What the task requires: Check every line of the data and copy the ones where "road" appears.

________________________________________

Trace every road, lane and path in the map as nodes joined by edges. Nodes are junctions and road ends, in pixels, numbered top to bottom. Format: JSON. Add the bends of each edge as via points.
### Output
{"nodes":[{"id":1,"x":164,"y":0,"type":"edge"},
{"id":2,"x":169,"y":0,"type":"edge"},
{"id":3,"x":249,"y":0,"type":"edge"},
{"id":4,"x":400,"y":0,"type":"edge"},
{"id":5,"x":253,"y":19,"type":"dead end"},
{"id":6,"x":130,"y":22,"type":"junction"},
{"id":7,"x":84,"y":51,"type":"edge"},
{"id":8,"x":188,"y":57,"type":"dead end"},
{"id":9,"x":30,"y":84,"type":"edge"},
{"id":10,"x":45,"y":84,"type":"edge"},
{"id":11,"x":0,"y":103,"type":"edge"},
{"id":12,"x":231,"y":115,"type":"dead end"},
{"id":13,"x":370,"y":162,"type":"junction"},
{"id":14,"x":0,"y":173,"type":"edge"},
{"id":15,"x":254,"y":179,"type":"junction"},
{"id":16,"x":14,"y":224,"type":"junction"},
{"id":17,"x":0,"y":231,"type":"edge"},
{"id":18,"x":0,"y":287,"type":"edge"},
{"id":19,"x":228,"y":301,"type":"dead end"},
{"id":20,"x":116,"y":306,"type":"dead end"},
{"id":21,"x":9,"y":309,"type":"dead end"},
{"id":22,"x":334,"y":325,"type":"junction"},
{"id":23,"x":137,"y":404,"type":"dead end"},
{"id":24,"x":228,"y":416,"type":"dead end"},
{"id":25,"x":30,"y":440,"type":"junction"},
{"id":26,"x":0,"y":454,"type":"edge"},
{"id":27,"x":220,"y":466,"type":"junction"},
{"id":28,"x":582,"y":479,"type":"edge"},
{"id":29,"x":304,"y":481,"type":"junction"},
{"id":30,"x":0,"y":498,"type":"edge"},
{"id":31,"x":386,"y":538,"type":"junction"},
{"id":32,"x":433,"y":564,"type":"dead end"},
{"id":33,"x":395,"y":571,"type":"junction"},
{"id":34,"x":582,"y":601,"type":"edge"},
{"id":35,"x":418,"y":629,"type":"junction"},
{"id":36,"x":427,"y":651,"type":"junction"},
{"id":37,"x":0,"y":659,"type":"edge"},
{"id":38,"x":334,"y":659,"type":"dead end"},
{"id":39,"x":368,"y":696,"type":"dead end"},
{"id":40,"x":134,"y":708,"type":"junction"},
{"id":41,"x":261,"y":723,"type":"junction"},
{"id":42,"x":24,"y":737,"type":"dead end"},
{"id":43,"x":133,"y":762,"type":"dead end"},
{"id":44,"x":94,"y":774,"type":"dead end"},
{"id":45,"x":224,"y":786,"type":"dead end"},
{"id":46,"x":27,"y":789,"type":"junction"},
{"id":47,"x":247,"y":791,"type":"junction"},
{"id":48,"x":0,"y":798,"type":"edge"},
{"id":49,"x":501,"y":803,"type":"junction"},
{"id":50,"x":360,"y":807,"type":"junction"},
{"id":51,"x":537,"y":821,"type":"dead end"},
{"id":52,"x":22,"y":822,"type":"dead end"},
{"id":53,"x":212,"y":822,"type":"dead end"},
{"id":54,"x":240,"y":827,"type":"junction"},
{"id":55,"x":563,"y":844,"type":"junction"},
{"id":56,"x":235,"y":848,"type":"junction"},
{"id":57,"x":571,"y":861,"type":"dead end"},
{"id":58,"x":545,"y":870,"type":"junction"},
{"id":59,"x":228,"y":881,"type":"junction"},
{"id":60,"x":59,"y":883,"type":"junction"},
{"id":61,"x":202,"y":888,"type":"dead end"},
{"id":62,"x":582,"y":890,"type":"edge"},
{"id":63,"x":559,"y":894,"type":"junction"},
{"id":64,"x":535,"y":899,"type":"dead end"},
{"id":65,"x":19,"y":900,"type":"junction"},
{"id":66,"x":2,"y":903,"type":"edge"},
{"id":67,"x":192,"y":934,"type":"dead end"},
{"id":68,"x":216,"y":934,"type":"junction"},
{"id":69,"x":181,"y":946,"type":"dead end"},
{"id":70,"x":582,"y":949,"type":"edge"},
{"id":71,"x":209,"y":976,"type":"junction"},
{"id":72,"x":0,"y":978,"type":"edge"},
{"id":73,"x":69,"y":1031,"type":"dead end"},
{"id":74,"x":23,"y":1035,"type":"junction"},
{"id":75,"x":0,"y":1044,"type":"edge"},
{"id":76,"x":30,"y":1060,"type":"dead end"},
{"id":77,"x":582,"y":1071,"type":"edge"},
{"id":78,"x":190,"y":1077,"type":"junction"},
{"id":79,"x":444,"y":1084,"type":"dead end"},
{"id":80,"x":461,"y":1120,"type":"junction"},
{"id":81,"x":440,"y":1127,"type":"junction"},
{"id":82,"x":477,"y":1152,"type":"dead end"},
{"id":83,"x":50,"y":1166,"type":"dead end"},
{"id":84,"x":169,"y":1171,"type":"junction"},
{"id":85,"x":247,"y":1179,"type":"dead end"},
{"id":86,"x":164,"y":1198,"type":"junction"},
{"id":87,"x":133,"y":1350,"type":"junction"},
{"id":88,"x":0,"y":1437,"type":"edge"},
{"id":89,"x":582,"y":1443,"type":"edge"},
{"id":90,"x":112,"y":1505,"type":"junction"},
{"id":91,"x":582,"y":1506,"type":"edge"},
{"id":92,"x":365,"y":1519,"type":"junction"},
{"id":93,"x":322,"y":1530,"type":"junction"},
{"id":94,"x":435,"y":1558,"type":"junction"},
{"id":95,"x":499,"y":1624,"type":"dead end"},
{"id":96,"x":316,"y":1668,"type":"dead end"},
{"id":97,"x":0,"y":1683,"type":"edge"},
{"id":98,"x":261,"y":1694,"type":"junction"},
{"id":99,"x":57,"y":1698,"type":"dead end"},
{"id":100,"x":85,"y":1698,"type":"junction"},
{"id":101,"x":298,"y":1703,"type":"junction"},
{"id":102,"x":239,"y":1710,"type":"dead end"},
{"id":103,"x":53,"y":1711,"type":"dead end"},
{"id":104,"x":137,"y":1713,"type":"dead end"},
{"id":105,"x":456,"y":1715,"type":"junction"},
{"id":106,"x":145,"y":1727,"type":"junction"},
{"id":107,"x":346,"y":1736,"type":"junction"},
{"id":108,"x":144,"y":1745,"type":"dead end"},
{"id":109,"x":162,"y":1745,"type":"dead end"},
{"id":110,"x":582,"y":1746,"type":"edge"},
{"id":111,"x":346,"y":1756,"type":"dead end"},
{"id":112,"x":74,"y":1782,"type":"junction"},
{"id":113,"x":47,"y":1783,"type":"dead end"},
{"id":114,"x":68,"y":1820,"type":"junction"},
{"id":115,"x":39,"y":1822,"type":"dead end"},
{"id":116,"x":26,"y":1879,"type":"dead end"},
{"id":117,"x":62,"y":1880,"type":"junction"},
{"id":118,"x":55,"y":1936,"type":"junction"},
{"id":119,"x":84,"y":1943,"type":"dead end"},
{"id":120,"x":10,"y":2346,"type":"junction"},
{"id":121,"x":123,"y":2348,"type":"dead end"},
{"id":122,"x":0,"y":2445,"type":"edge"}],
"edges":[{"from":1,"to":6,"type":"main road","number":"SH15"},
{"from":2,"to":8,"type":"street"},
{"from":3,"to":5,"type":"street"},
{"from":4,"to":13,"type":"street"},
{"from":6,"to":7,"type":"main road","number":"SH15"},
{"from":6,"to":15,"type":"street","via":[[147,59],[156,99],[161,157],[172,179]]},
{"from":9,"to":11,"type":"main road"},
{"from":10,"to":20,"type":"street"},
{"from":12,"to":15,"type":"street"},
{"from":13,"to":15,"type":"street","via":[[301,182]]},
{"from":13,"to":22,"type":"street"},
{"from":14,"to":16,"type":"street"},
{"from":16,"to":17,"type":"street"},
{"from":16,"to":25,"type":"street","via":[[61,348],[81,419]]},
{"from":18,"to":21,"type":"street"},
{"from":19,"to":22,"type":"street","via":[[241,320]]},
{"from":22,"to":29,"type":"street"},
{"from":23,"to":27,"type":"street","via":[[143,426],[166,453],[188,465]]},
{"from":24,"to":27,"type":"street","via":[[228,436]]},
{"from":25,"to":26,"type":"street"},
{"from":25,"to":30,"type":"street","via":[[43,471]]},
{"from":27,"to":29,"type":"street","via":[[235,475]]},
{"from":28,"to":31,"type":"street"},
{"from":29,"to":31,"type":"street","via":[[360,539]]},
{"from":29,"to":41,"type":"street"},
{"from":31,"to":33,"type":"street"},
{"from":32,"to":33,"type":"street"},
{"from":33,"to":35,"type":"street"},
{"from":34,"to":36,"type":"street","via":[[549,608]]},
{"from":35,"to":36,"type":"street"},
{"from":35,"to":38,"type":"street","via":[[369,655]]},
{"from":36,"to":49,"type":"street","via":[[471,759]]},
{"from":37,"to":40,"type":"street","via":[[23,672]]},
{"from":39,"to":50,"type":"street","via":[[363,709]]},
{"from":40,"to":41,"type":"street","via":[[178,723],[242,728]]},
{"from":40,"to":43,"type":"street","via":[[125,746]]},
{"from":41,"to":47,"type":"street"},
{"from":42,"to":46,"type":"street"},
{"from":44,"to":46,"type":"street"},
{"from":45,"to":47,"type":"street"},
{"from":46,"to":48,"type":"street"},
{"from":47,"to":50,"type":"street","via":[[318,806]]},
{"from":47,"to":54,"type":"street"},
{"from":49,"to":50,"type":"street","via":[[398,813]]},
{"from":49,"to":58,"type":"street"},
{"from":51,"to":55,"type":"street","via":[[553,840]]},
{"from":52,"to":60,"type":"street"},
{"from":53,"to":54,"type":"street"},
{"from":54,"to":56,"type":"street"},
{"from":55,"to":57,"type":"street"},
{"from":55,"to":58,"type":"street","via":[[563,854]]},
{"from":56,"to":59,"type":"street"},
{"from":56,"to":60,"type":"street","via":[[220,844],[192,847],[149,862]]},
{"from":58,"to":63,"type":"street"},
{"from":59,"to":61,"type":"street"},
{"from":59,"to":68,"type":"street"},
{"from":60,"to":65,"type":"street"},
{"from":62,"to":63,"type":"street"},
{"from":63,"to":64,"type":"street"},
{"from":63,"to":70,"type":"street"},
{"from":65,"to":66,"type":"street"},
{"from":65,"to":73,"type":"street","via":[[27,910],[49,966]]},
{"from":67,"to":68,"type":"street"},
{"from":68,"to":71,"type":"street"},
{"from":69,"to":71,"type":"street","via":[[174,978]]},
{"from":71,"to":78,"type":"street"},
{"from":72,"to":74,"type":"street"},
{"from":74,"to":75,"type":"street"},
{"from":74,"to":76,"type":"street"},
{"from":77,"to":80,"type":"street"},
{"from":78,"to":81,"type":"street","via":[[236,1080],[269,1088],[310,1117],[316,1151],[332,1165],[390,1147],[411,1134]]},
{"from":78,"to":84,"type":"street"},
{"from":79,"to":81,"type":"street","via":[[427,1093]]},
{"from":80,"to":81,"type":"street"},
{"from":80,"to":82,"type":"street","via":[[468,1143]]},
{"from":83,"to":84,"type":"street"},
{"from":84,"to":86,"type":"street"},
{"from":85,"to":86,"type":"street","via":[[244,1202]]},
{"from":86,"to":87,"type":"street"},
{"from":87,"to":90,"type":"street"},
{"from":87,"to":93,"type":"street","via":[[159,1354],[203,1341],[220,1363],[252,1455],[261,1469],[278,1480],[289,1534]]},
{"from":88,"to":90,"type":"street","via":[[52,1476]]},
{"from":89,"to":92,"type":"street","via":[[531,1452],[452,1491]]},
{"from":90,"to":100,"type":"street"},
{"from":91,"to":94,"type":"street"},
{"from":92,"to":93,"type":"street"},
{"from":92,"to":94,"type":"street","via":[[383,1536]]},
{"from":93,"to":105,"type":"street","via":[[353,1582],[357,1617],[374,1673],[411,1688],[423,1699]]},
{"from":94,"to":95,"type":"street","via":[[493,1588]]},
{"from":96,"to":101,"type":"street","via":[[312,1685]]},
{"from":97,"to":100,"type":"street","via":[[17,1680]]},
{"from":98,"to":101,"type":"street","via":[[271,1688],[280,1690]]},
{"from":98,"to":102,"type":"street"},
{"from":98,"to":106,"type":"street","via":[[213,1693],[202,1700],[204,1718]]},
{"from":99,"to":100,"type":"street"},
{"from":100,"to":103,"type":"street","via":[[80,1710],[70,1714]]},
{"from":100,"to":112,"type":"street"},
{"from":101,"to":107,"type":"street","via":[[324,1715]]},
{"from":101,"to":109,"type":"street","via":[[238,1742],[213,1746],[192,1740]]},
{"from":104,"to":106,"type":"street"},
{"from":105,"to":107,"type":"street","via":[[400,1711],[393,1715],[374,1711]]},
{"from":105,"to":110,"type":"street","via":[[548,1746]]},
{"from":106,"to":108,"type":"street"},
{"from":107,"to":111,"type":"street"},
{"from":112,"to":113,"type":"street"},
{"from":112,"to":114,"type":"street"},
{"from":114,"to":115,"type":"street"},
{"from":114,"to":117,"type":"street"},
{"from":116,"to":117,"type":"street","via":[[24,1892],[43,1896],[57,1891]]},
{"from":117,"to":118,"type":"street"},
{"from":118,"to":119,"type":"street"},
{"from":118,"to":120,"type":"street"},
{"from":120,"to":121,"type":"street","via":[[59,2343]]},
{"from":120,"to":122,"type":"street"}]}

________________________________________

Expected answer:
Trace every road, lane and path in the map as nodes joined by edges. Nodes are junctions and road ends, in pixels, numbered top to bottom. Format: JSON. Add the bends of each edge as via points.
"edges":[{"from":1,"to":6,"type":"main road","number":"SH15"},
{"from":6,"to":7,"type":"main road","number":"SH15"},
{"from":9,"to":11,"type":"main road"},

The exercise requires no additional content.